Produce a copy of every line in the records that holds the string "Admirals".

- _Dataset content_:
"""

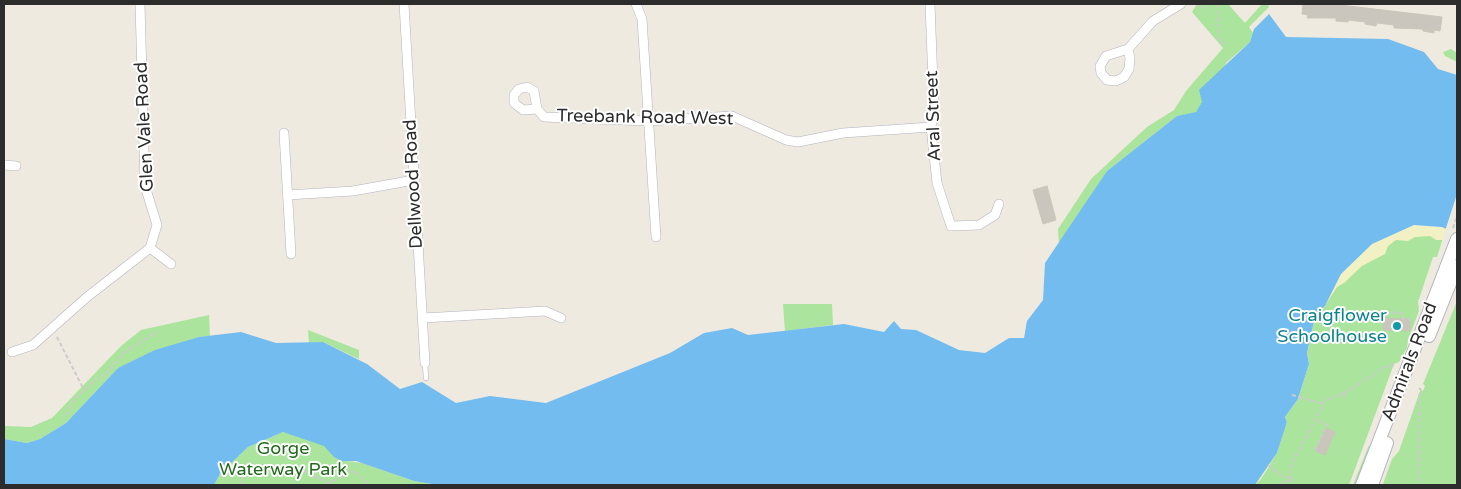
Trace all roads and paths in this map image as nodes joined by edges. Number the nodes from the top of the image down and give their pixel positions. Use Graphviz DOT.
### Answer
graph roads {
  1 [pos="140,4"];
  2 [pos="404,4"];
  3 [pos="636,4"];
  4 [pos="930,4"];
  5 [pos="1180,4"];
  6 [pos="1196,4"];
  7 [pos="1208,4"];
  8 [pos="1217,4"];
  9 [pos="1224,44"];
  10 [pos="1128,49"];
  11 [pos="536,109"];
  12 [pos="648,121"];
  13 [pos="930,127"];
  14 [pos="284,133"];
  15 [pos="4,165"];
  16 [pos="16,166"];
  17 [pos="414,180"];
  18 [pos="287,195"];
  19 [pos="999,204"];
  20 [pos="656,237"];
  21 [pos="1457,239"];
  22 [pos="150,248"];
  23 [pos="291,254"];
  24 [pos="1453,262"];
  25 [pos="171,264"];
  26 [pos="1380,312"];
  27 [pos="423,318"];
  28 [pos="561,318"];
  29 [pos="1418,321"];
  30 [pos="53,327"];
  31 [pos="157,332"];
  32 [pos="12,352"];
  33 [pos="425,363"];
  34 [pos="1394,365"];
  35 [pos="426,378"];
  36 [pos="1419,388"];
  37 [pos="84,390"];
  38 [pos="1344,393"];
  39 [pos="1292,395"];
  40 [pos="1346,400"];
  41 [pos="1324,404"];
  42 [pos="66,415"];
  43 [pos="1316,420"];
  44 [pos="1315,450"];
  45 [pos="1268,465"];
  46 [pos="1291,479"];
  47 [pos="328,484"];
  48 [pos="242,485"];
  49 [pos="333,485"];
  50 [pos="370,485"];
  51 [pos="1278,485"];
  52 [pos="1294,485"];
  53 [pos="1362,485"];
  54 [pos="1372,485"];
  55 [pos="1420,485"];
  1 -- 22 [label="street, Glen Vale Road"];
  2 -- 17 [label="street, Dellwood Road"];
  3 -- 12 [label="street"];
  4 -- 13 [label="street, Aral Street"];
  5 -- 10 [label="street"];
  6 -- 7 [label="path"];
  8 -- 9 [label="path"];
  11 -- 12 [label="street, Treebank Road West"];
  12 -- 13 [label="street, Treebank Road West"];
  12 -- 20 [label="street"];
  13 -- 19 [label="street, Aral Street"];
  14 -- 18 [label="street"];
  15 -- 16 [label="street"];
  17 -- 18 [label="street"];
  17 -- 27 [label="street, Dellwood Road"];
  18 -- 23 [label="street"];
  21 -- 24 [label="main road, Admirals Road"];
  22 -- 25 [label="street"];
  22 -- 30 [label="street"];
  24 -- 53 [label="main road, Admirals Road"];
  24 -- 54 [label="main road, Admirals Road"];
  26 -- 29 [label="path"];
  27 -- 28 [label="street"];
  27 -- 33 [label="street, Dellwood Road"];
  30 -- 32 [label="street"];
  30 -- 37 [label="path"];
  31 -- 37 [label="path"];
  33 -- 35 [label="lane"];
  34 -- 38 [label="path"];
  36 -- 55 [label="path"];
  37 -- 42 [label="path"];
  38 -- 40 [label="path"];
  38 -- 41 [label="path"];
  39 -- 41 [label="path"];
  41 -- 43 [label="path"];
  43 -- 44 [label="path"];
  43 -- 46 [label="path"];
  45 -- 46 [label="path"];
  46 -- 51 [label="path"];
  46 -- 52 [label="path"];
  47 -- 48 [label="path"];
  47 -- 49 [label="path"];
  47 -- 50 [label="path"];
}
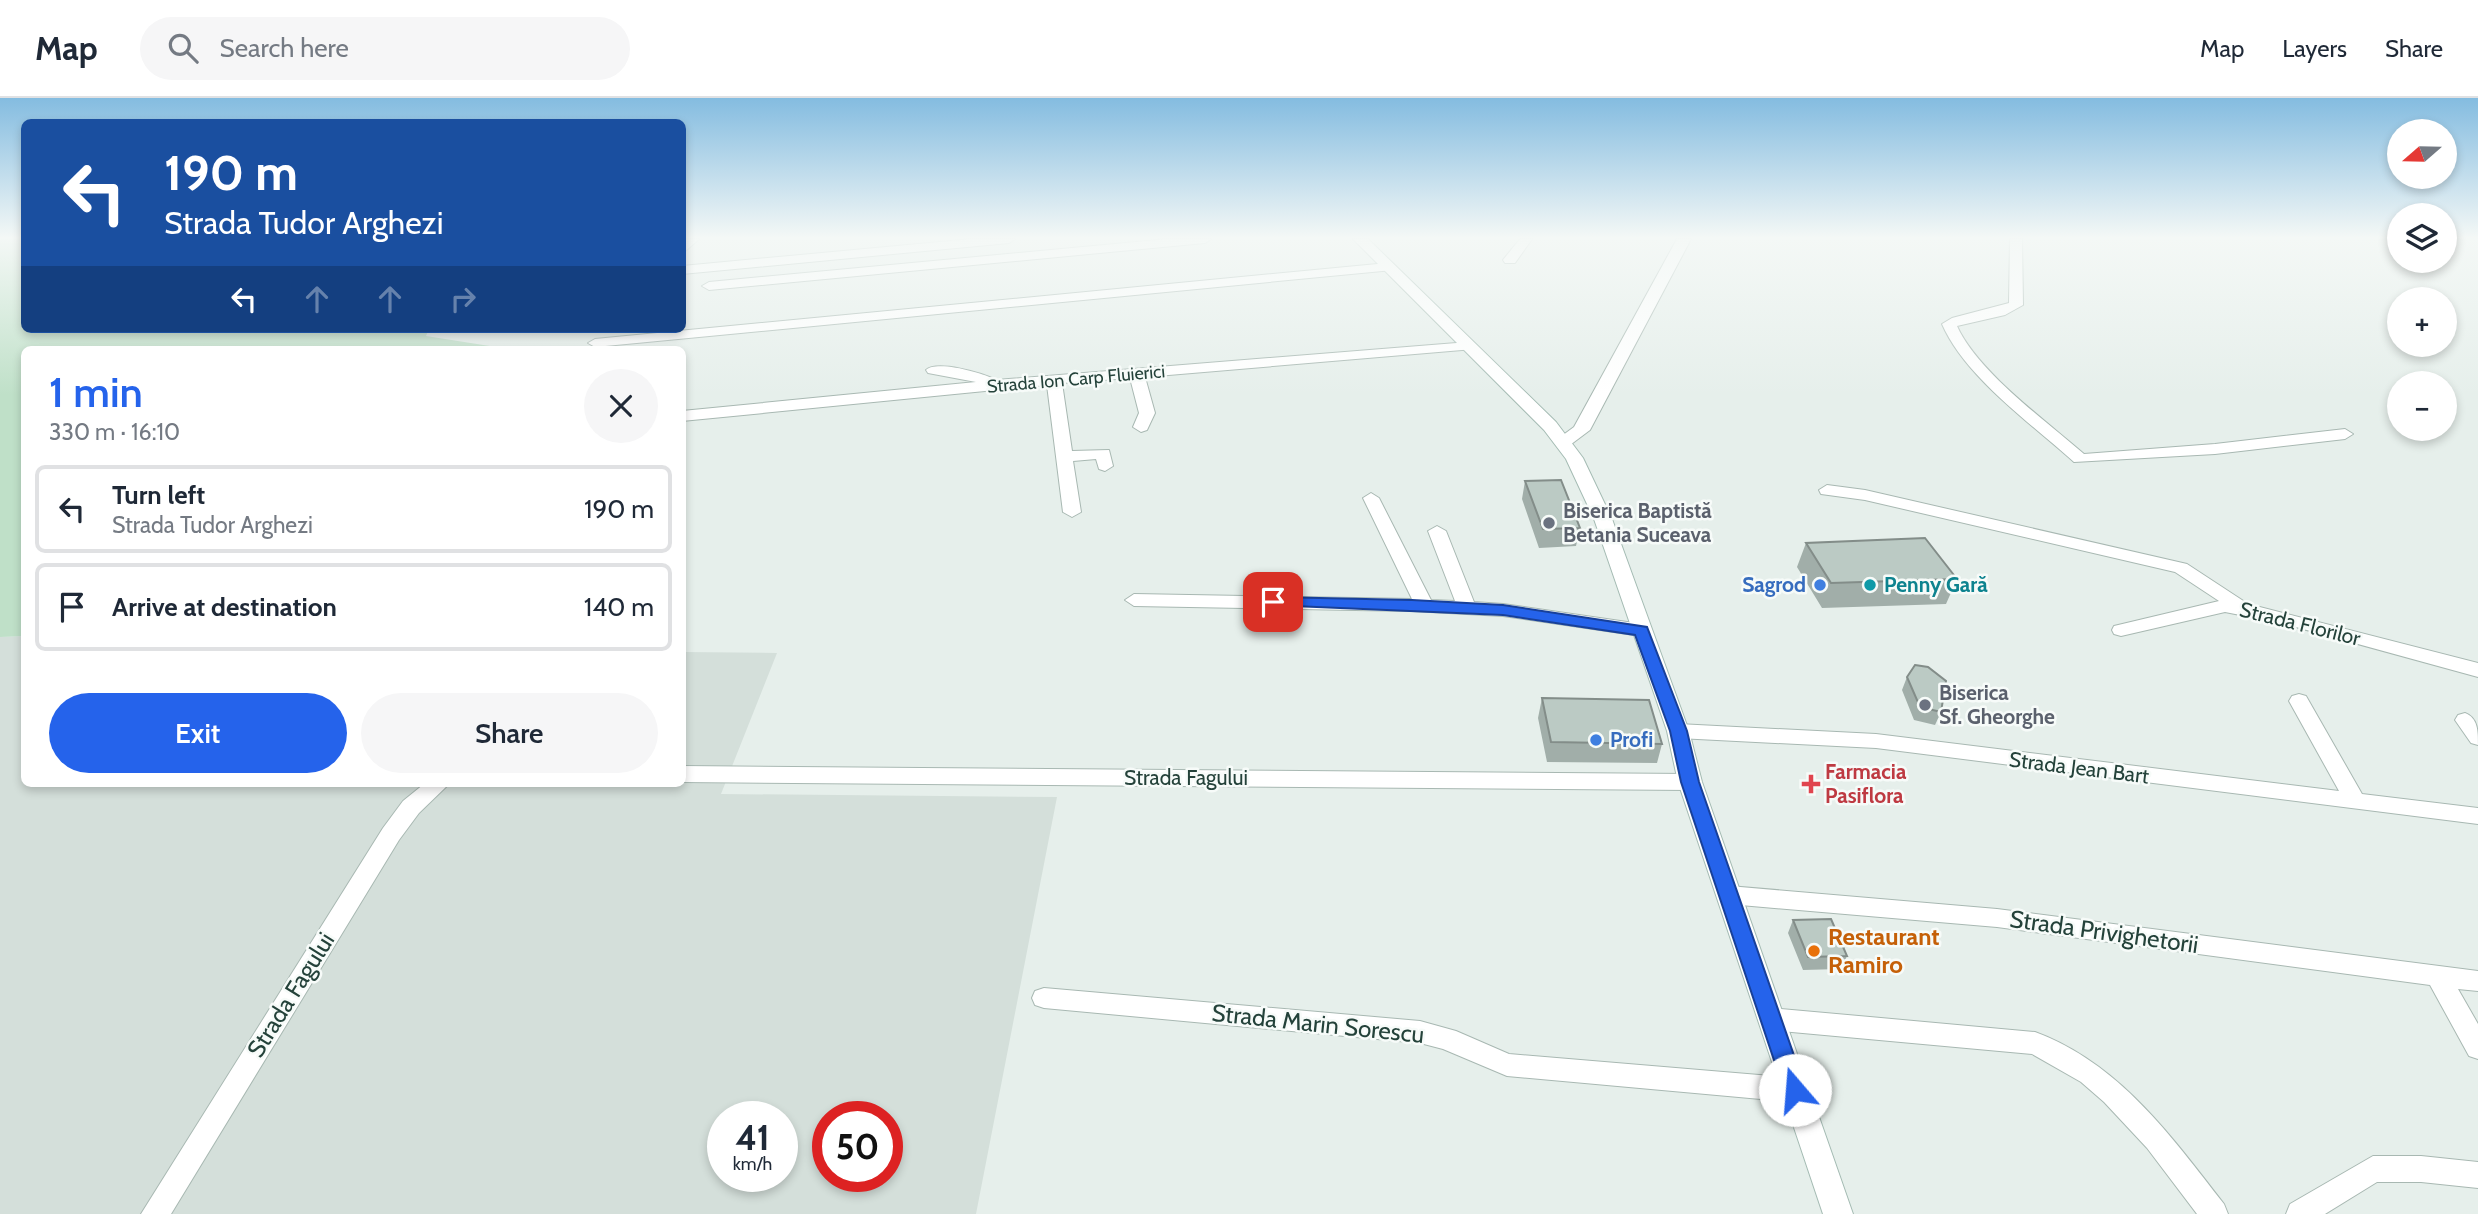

"""

- _Final answer_:
  21 -- 24 [label="main road, Admirals Road"];
  24 -- 53 [label="main road, Admirals Road"];
  24 -- 54 [label="main road, Admirals Road"];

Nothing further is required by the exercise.